**Record extracts:**
##########

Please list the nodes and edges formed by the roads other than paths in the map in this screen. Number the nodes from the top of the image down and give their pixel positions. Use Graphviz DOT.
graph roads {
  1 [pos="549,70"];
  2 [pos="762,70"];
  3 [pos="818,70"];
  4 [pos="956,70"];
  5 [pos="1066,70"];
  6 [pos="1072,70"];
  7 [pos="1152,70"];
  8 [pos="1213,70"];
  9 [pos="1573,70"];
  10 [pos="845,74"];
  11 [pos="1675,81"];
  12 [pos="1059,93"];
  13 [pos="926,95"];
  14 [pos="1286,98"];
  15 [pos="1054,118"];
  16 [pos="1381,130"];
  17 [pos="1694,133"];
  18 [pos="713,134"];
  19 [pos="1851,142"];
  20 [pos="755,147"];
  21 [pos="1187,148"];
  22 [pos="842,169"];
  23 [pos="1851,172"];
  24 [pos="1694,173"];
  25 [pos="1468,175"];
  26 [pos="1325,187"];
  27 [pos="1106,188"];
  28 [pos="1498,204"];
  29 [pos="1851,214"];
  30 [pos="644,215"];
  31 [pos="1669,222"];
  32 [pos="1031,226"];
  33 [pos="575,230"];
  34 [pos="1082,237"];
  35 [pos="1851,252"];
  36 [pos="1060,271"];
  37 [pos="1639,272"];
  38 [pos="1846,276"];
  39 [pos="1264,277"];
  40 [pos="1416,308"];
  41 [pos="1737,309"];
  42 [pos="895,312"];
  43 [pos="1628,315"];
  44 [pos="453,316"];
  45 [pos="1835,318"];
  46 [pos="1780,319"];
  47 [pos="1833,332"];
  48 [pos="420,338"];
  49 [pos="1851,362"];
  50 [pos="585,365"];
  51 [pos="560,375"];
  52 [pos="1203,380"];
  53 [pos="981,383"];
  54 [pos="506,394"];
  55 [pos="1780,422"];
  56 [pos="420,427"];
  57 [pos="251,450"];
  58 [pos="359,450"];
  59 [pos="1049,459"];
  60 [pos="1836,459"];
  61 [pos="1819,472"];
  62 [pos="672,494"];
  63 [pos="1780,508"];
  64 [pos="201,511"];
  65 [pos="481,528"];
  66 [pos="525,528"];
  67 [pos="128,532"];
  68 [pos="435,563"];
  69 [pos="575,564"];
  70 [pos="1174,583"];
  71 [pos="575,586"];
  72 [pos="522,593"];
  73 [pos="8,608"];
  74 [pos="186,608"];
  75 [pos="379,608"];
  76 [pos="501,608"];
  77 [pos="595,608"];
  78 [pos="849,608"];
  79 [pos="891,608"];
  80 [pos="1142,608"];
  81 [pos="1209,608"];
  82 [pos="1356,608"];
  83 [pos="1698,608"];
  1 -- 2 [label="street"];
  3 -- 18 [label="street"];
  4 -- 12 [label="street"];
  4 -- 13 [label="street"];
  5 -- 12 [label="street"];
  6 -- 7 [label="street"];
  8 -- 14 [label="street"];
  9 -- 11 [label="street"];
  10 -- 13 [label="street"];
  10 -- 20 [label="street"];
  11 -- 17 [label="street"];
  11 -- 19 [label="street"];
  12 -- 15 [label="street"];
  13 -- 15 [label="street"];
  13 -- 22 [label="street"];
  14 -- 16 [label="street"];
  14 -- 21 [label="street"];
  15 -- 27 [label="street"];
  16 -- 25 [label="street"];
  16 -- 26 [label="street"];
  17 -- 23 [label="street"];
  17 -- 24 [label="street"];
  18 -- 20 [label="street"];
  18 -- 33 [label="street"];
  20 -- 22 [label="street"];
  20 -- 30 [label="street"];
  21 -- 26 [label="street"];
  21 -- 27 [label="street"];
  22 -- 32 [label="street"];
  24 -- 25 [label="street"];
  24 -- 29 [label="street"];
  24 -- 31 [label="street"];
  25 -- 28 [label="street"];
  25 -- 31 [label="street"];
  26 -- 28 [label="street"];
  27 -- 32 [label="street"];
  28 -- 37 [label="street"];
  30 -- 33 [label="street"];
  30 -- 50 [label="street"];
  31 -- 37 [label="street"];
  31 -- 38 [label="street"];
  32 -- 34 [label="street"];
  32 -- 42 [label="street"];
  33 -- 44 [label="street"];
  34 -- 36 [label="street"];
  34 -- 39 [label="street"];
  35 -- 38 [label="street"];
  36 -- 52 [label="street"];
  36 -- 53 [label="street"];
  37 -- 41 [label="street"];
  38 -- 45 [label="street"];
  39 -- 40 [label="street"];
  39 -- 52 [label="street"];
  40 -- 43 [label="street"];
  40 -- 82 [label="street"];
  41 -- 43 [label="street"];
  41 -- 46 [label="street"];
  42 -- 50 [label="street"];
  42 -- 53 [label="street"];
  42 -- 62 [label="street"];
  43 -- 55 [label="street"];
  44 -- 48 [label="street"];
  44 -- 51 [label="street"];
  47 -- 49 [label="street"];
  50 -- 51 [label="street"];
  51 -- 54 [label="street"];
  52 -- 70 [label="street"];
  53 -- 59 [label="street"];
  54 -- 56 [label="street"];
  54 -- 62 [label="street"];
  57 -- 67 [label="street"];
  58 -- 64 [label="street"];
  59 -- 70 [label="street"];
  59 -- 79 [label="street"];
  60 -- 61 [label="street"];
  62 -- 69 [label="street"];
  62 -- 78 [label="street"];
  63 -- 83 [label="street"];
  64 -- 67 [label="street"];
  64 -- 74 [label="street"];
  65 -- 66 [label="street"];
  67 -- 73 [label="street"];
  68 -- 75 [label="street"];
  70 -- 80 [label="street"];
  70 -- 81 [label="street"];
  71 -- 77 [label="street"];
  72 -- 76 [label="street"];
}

##########

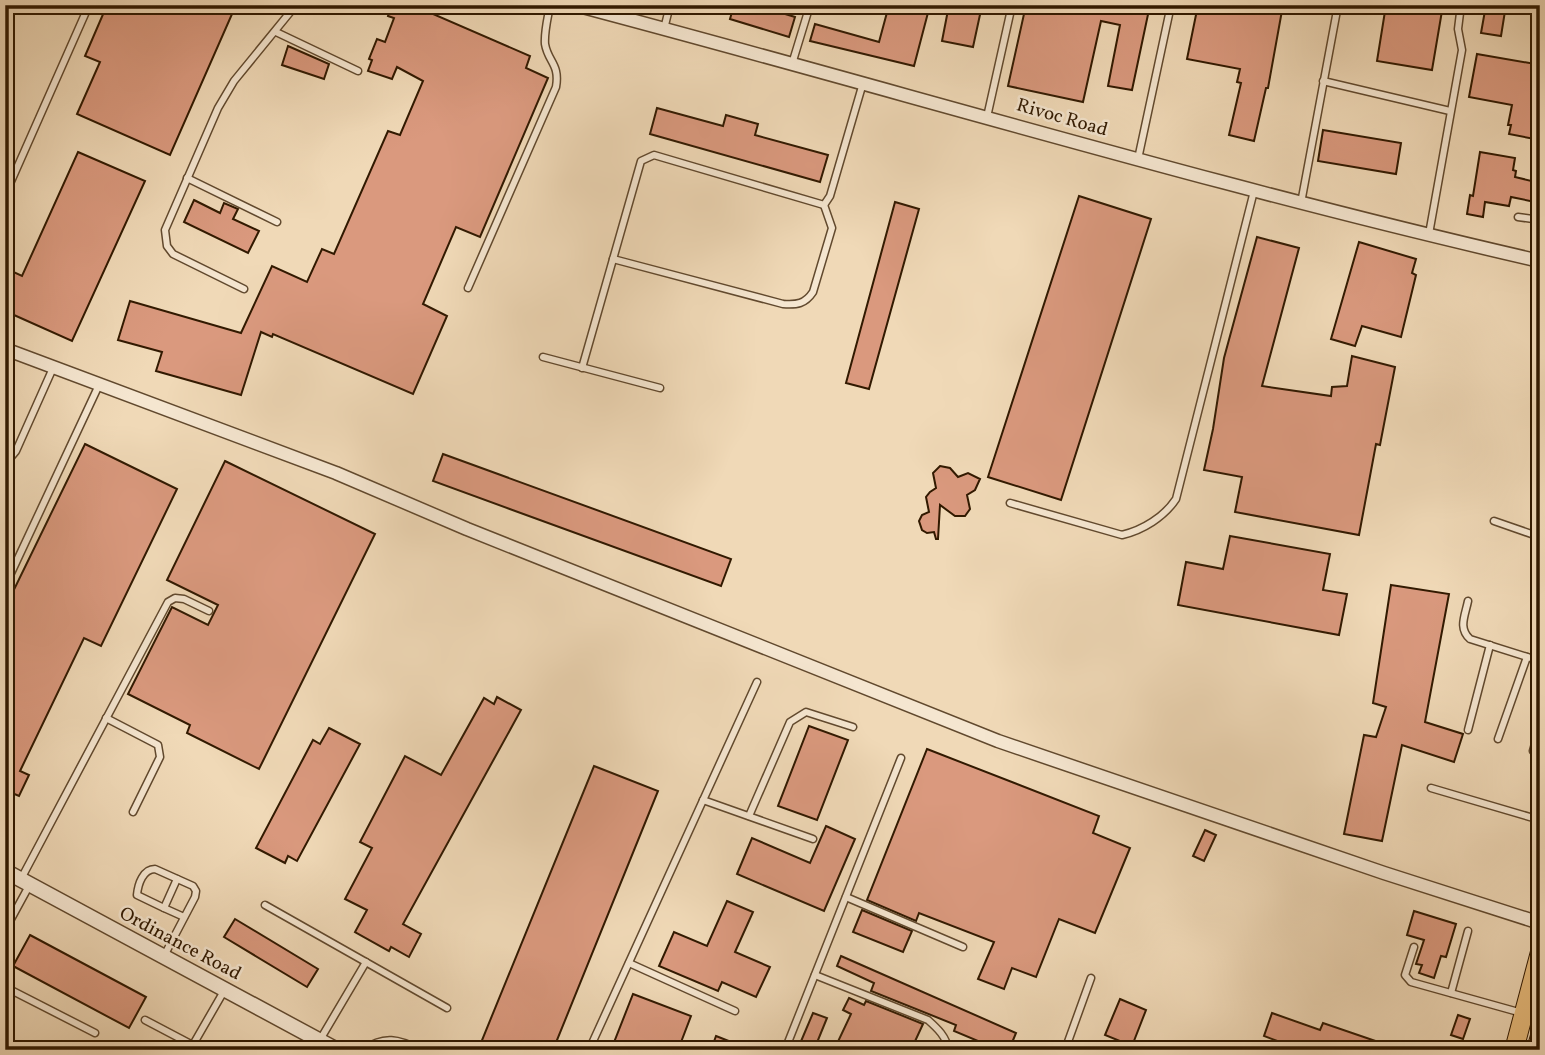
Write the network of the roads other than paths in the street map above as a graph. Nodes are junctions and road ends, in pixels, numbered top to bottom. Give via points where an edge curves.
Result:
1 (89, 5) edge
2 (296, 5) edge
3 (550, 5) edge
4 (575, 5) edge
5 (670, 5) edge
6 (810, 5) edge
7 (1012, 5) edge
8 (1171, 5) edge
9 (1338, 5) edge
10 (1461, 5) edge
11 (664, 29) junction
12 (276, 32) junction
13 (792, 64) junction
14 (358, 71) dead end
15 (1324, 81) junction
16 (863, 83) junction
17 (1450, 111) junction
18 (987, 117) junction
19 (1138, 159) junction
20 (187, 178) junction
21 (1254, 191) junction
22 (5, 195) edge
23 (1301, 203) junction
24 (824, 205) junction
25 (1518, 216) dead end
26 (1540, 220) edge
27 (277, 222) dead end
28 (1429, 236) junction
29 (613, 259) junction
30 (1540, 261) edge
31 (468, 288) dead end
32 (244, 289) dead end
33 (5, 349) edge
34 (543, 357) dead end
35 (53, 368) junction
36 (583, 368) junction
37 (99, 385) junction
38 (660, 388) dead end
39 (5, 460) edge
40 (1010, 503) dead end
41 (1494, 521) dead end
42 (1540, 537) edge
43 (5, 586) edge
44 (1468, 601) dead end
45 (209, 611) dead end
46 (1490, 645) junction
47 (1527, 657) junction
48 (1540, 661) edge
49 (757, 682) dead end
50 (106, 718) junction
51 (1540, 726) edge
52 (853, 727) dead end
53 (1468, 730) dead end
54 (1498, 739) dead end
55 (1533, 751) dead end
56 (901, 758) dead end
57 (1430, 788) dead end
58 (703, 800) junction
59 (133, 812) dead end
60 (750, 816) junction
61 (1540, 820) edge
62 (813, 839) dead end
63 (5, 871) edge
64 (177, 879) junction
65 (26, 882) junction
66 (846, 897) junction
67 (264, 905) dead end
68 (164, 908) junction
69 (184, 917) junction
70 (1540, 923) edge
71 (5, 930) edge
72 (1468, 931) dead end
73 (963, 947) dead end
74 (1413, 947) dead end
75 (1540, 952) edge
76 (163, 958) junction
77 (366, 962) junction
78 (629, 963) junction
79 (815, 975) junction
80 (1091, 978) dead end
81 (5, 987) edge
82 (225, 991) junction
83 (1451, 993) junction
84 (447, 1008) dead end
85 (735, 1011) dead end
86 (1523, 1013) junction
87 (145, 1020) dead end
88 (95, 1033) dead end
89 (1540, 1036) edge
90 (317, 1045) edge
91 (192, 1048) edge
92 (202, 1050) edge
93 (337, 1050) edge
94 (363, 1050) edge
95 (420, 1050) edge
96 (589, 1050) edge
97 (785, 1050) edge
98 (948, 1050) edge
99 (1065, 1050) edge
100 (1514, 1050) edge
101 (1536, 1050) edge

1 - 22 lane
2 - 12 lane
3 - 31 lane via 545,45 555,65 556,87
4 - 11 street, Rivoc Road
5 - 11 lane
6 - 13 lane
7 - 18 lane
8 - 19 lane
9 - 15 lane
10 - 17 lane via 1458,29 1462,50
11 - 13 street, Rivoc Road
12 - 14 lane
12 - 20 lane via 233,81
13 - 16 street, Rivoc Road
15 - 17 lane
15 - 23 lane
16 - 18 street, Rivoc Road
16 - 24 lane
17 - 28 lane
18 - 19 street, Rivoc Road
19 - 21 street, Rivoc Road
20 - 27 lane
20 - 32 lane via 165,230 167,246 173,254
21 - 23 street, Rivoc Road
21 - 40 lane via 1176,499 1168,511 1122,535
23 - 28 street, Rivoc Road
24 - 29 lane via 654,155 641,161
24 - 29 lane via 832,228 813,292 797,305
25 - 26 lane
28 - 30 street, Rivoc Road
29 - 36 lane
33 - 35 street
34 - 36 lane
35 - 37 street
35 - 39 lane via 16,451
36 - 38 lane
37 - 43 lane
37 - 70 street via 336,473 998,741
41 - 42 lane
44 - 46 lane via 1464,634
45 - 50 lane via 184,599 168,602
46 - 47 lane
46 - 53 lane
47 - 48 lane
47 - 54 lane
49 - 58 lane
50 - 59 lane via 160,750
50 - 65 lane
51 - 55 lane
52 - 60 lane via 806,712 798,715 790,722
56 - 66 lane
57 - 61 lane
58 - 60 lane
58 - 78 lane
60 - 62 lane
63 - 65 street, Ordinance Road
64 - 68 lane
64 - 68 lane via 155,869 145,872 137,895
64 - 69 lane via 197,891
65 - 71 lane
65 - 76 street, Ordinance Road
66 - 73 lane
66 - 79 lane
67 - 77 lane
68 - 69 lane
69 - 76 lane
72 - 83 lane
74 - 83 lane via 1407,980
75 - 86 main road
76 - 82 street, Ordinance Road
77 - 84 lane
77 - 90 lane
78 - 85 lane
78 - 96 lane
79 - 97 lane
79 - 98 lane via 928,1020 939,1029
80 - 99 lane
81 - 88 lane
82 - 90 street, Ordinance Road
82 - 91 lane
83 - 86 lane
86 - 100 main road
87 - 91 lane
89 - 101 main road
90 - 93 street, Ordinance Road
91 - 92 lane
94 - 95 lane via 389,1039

##########

**Required action:** If a line of the records includes the string "main", copy it out.

**Response area:**
75 - 86 main road
86 - 100 main road
89 - 101 main road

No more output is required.